Early spring is favored by most chuckers because of better visibility and it’s before fishing and turkey hunting are beckoning. Also, after a long winter, it’s just a great feeling to get outdoors again.
In early spring the best time to see active woodchucks is during the middle five or six hours of the day after things have warmed up. For the two summer seasons, early morning and evening hours are most productive.
Why Handguns? Traditionally, woodchuckers have used long guns that reach out hundreds of yards, but there’s much more of a challenge to a handgun since getting close to them is essential. Let me tell you, they are no piece of cake!
A chuck hunter either has to stalk them or hunker down close to a hole and wait. Handguns of .22 caliber and up will suffice. A hunting partner of mine preferred his .38 revolver and .357 for chucks, while I used a .22 caliber handgun or a .44 caliber black powder — all with iron sights.
It’s critical to get permission to hunt someone else’s land, even if not posted. Landowners like to know who’s out there. Once you have permission to hunt, be sure to carry a crucial piece of equipment, a pair of binoculars.
In the spring, woodchucks love to loll around on rocks that are heated by the sun. I’ve even seen them sprawled out on a leaning fence post. Always glass first from a hidden vantage point. When making an approach to a likely woodchuck field, keep out of view by hugging woodlines or hedgerows, and use rolling topography to your advantage.
Once a chuck is spotted, plotting for the stalk begins. Remember, these high-strung herbivores are incredibly difficult to approach. Their senses of hearing and smell, as well as their ability to spot movement, is uncanny. I’ve seen high-flying hawks submarine them in a hurry. Also, be sure that the planned approach is into the wind.
Since a handgunner needs to get as close as possible to a target woodchuck, it often means “eating some dirt,” or doing belly crawls. With a .22 I don’t like to be more than 10-12 yards away when shooting, and slightly farther when using more firepower.
Another way to get close to woodchucks is to play the coyote role. Find an active hole, then lay and wait within shooting distance. Sometimes it’s only 5-10 minutes before the chuck’s head starts edging out of the hole. Other times, it might take up to 45 minutes, mostly depending on how much the chuck was spooked. For this to be successful, the gun should be in position, and with as little squirming as possible.
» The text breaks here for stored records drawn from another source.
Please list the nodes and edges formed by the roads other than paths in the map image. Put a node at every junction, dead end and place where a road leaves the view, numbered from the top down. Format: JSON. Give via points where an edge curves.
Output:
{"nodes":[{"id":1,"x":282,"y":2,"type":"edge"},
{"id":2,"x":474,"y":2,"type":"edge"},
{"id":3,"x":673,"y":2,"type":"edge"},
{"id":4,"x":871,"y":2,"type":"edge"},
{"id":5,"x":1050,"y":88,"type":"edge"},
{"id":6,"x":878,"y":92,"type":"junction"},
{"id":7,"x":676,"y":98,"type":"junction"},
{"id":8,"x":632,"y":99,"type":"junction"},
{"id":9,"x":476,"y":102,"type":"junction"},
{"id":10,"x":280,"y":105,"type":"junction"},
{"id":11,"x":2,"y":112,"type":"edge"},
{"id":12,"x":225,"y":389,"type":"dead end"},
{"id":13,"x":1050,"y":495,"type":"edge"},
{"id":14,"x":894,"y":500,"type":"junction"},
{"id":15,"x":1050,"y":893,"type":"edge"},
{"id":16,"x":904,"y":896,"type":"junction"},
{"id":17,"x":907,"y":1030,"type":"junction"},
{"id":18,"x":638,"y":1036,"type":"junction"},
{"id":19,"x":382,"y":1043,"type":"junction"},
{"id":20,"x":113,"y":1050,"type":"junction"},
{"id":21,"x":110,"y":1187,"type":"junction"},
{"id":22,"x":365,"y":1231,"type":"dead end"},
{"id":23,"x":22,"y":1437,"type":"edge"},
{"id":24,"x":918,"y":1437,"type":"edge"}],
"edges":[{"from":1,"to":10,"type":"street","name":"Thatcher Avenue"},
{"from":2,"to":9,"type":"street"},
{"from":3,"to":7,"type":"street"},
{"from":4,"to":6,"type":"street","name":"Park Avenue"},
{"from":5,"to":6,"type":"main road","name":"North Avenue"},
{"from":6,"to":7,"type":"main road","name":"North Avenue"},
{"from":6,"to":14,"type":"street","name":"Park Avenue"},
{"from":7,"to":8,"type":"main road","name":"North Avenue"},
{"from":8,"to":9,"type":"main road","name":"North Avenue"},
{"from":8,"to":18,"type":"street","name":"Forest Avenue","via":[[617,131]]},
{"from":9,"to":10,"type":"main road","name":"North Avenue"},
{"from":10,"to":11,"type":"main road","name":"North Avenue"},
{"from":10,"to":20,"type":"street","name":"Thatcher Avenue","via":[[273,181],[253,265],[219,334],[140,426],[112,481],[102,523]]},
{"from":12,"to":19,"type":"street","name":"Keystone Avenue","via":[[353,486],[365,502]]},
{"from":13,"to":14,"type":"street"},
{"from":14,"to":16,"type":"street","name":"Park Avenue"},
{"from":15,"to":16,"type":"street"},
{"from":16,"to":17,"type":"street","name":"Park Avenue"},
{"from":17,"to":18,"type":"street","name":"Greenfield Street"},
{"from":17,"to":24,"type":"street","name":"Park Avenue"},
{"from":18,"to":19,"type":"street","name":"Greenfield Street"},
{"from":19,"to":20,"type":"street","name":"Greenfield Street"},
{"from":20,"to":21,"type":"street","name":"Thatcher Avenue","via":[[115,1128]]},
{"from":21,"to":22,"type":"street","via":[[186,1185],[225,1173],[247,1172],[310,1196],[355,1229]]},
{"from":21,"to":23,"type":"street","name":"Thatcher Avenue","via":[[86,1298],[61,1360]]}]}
Personally, I don’t want to hunt and shoot an animal if I can’t utilize it in some way. Although woodchucks are quite edible (they are almost pure vegan), I have never eaten one, but those who have say the meat is somewhat similar to lamb. Gloves are advised when cleaning a carcass and glands on each back leg should be removed, as well as fat. The internet is rife with woodchuck recipes.
Two other ways to make use of woodchucks are saving the fur for fly tying and preparing the skull for a scientific collection. After skinning a woodchuck, I use either salt or Borax to thoroughly rub into the skin, then let it dry. There are plenty of fly tyers who would more than appreciate a prepared woodchuck pelt.